Tailor your HR staff
Of course, finding and grooming new talent in your company can’t fall on your shoulders alone. You need a human resources staff to take the lead on acquiring and retaining new players for your team.
The need for an effective human resources department is fundamental to business. However, an HR staff cannot be a one-size-fits-all for different businesses. Depending on your company’s size and how you conduct business, your HR staff will need to develop strengths in varying areas.
First, you need to recognize exactly what services your HR department needs to provide in order to best suit your company.

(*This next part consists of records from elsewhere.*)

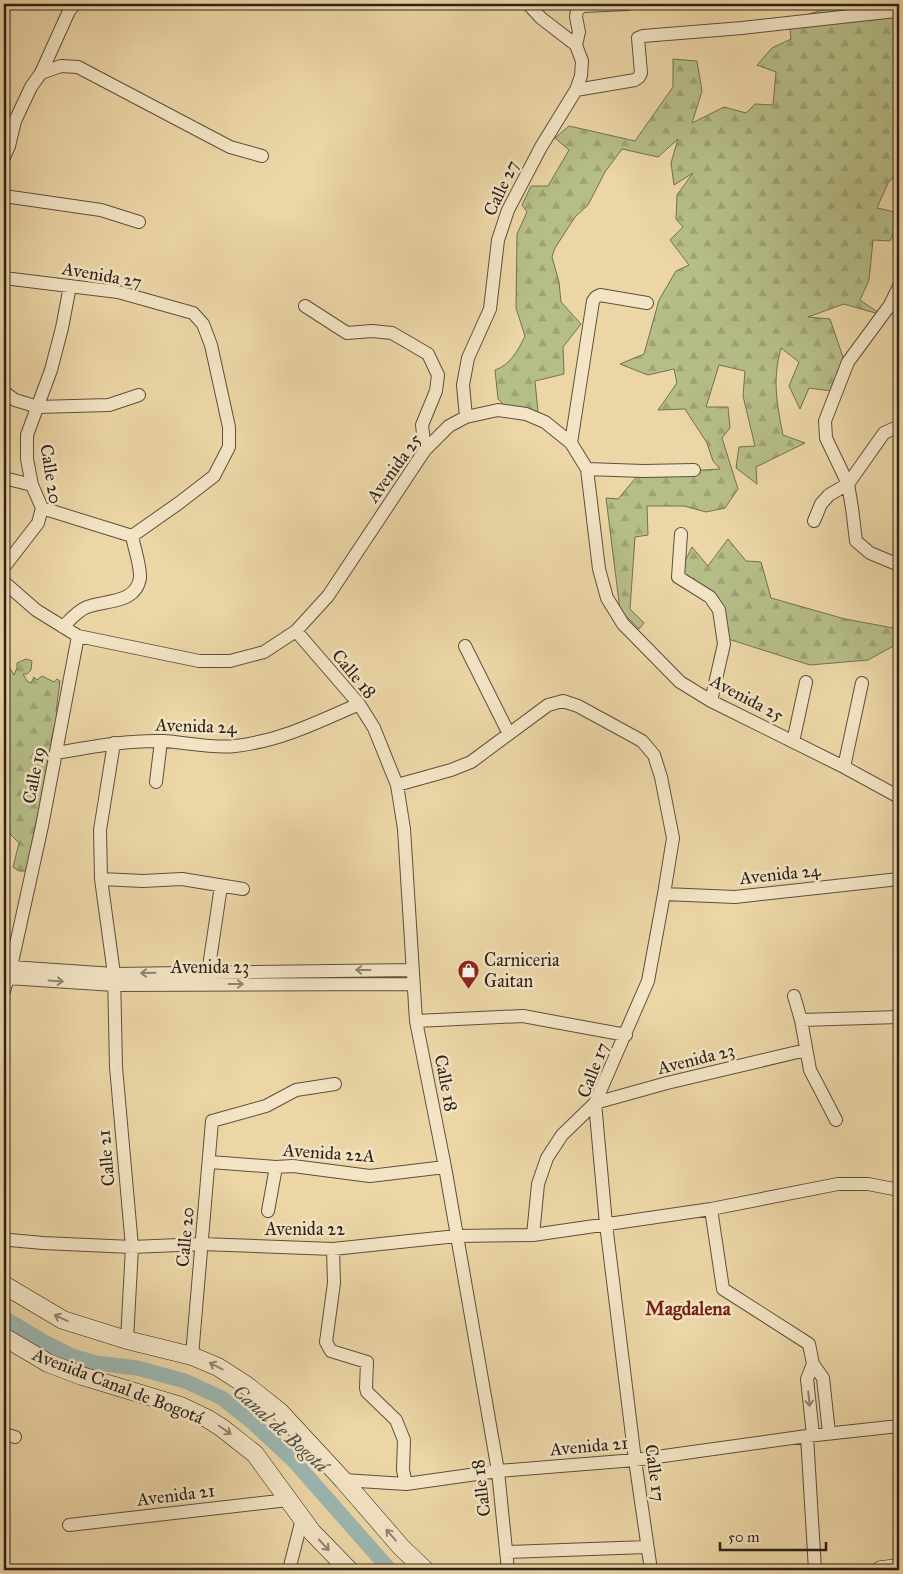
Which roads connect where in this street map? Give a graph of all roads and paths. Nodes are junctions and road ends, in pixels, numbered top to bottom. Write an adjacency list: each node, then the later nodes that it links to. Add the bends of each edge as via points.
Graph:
1 (75, 4): 6 (street)
2 (528, 4): 5 (street)
3 (627, 4): 5 (street, Calle 27, via 583,6 577,10 580,32)
4 (896, 11): 7 (street, via 643,36 638,38 639,77)
5 (576, 44): 7 (street, Calle 27, via 582,61)
6 (41, 73): 8 (street, via 62,66 78,67 230,147); 9 (street, via 15,121)
7 (576, 90): 20 (street, Calle 27, via 508,210 498,240 490,309 468,358 463,386)
8 (262, 156)
9 (4, 157)
10 (4, 196): 11 (street, via 102,210)
11 (139, 222)
12 (4, 278): 13 (street, Avenida 27)
13 (70, 286): 19 (street, Calle 20, via 51,370); 32 (street, Avenida 27, via 118,292 193,313 203,324 211,346 229,427 229,447 214,476)
14 (899, 286): 27 (street, via 890,305 848,362 825,421 826,438)
15 (646, 302): 22 (street, via 600,295 593,301)
16 (305, 306): 23 (street, via 347,333 392,333 428,354 438,374 436,391 422,425)
17 (4, 392): 19 (street, via 15,400)
18 (138, 395): 19 (street, via 109,405)
19 (38, 407): 28 (street, Calle 20, via 27,435)
20 (466, 417): 22 (street, Avenida 25, via 498,410 526,414 545,422); 23 (street, Avenida 25, via 449,426)
21 (899, 426): 27 (street, via 884,433)
22 (571, 443): 24 (street, Avenida 25)
23 (425, 450): 37 (street, Avenida 25, via 328,596)
24 (587, 469): 25 (street); 42 (street, Avenida 25, via 599,570 607,598 623,624 680,682)
25 (694, 470)
26 (4, 478): 28 (street)
27 (848, 484): 30 (street, via 829,495); 33 (street, via 856,540 870,553)
28 (32, 485): 29 (street, Calle 20)
29 (42, 508): 32 (street); 34 (street, Calle 20, via 38,523)
30 (814, 521)
31 (681, 534): 42 (street, via 678,577 710,597 719,610 724,644)
32 (132, 536): 36 (street, via 140,577 136,589 127,598 86,608)
33 (899, 565)
34 (4, 567)
35 (4, 582): 36 (street, Avenida 25, via 36,610)
36 (63, 627): 38 (street, Avenida 25)
37 (296, 631): 38 (street, Avenida 25, via 264,652 230,661 199,661); 43 (street, Calle 18)
38 (78, 636): 48 (street, Calle 19)
39 (465, 646): 44 (street)
40 (806, 682): 46 (street)
41 (862, 683): 49 (street)
42 (711, 701): 46 (street, Avenida 25)
43 (358, 704): 45 (street, Avenida 24, via 296,732 264,742 233,747); 51 (street, Calle 18, via 374,728)
44 (509, 734): 51 (street, via 470,762); 57 (street, Calle 17, via 548,705 563,702 578,706 642,741 654,755 673,838)
45 (161, 741): 47 (street, Avenida 24); 50 (street)
46 (793, 742): 49 (street, Avenida 25)
47 (114, 743): 48 (street, Avenida 24); 53 (street, Calle 21, via 100,830)
48 (56, 753): 59 (street, Calle 19)
49 (844, 767): 52 (street, Avenida 25)
50 (156, 782)
51 (397, 785): 58 (street, Calle 18, via 404,829)
52 (899, 797)
53 (101, 879): 55 (street, via 182,879); 62 (street, Calle 21)
54 (899, 879): 57 (street, Avenida 24, via 735,897)
55 (221, 886): 56 (street); 61 (street)
56 (243, 889)
57 (664, 894): 69 (street, Calle 17, via 648,981)
58 (412, 970): 60 (street, Avenida 23, one-way to 60); 63 (street, Calle 18)
59 (9, 972): 62 (street, Avenida 23); 64 (street, Calle 19)
60 (291, 977): 61 (street, Avenida 23); 63 (street, Avenida 23)
61 (208, 978): 62 (street, Avenida 23)
62 (114, 980): 85 (street, Calle 21, via 116,1067)
63 (413, 984): 68 (street, Calle 18)
64 (4, 991)
65 (794, 996): 67 (street)
66 (899, 1017): 67 (street)
67 (801, 1020): 70 (street)
68 (416, 1021): 69 (street, via 523,1016); 75 (street, Calle 18)
69 (626, 1035): 72 (street, Calle 17)
70 (806, 1050): 72 (street, Avenida 23); 73 (street, via 810,1070)
71 (335, 1084): 74 (street, Calle 20, via 296,1090 266,1106 212,1121)
72 (595, 1103): 80 (street, Calle 17); 81 (street, via 562,1135 547,1158 538,1184)
73 (836, 1120)
74 (210, 1162): 76 (street, Avenida 22A); 84 (street, Calle 20)
75 (445, 1167): 76 (street, Avenida 22A, via 370,1176 293,1166); 82 (street, Calle 18)
76 (276, 1168): 79 (street)
77 (899, 1190): 78 (street, via 868,1184 838,1184)
78 (711, 1209): 80 (street); 91 (street, via 723,1289 808,1344)
79 (268, 1211)
80 (606, 1224): 81 (street, Avenida 22); 95 (street, Calle 17)
81 (533, 1235): 82 (street, Avenida 22)
82 (458, 1236): 86 (street, Avenida 22); 96 (street, Calle 18)
83 (4, 1238): 85 (street, Avenida 22)
84 (202, 1244): 85 (street, Avenida 22); 86 (street, Avenida 22); 90 (street, Calle 20)
85 (132, 1247): 89 (street, Calle 21)
86 (333, 1249): 98 (street, via 334,1284 326,1342 331,1351 367,1362 367,1392 396,1420 404,1440)
87 (4, 1285): 89 (main road, one-way to 87, via 63,1320)
88 (4, 1337): 99 (main road, Avenida Canal de Bogotá, one-way to 99, via 48,1363 172,1403 208,1419 255,1454)
89 (127, 1340): 90 (main road)
90 (192, 1356): 97 (main road, one-way to 90, via 262,1396 226,1372)
91 (813, 1364): 93 (street, via 823,1378); 94 (street, one-way to 94, via 807,1379)
92 (898, 1429): 93 (street, Avenida 21)
93 (829, 1433): 94 (street, Avenida 21)
94 (810, 1435): 95 (street, Avenida 21); 110 (street)
95 (635, 1460): 96 (street, Avenida 21); 102 (street, Calle 17)
96 (498, 1471): 98 (street, Avenida 21); 103 (street, Calle 18)
97 (343, 1480): 98 (street, Avenida 21); 107 (main road, one-way to 97)
98 (406, 1484)
99 (288, 1500): 100 (main road, Avenida Canal de Bogotá); 101 (street, Avenida 21)
100 (302, 1518): 105 (street); 106 (main road, Avenida Canal de Bogotá, one-way to 106)
101 (69, 1525)
102 (648, 1548): 103 (street); 109 (street, Calle 17)
103 (506, 1552): 108 (street, Calle 18)
104 (899, 1568): 111 (main road)
105 (289, 1570)
106 (349, 1570)
107 (425, 1570)
108 (508, 1570)
109 (651, 1570)
110 (815, 1570)
111 (881, 1570)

“It starts with you recognizing that you need to tailor your HR staff to suit your company’s needs,” Pasky says. “It sounds simple, but it’s really not. If you surveyed some people in business, you’d probably find a lot who have a traditional definition of what a particular department should do in a company. What we do and what we help our customers do is say, ‘You need to look at how you operate and decide what your values are and decide how particular groups are going to be structured to get the most value.”
Recognize the size of your company and how many positions your HR staff oversees, then recognize the field on which you’re playing, including any boundary lines that might be built into your recruiting system.

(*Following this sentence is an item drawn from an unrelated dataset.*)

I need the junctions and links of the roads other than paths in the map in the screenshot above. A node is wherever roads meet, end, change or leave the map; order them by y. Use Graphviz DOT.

“At a larger company, an HR department needs to be more of a generalist,” Pasky says. “They have to focus on all departments, including members that might be part of a union. It could be that you have different types of compliance issues, risk issues, different types of hiring that you need to do.
“At a smaller company, HR can be more engaged around talent and how you find and maintain talent. It doesn’t mean that you don’t follow rules and regulations, but you can have more of a focus on the acquisition of talent rather than having to make sure you’re not breaking rules when you do it.”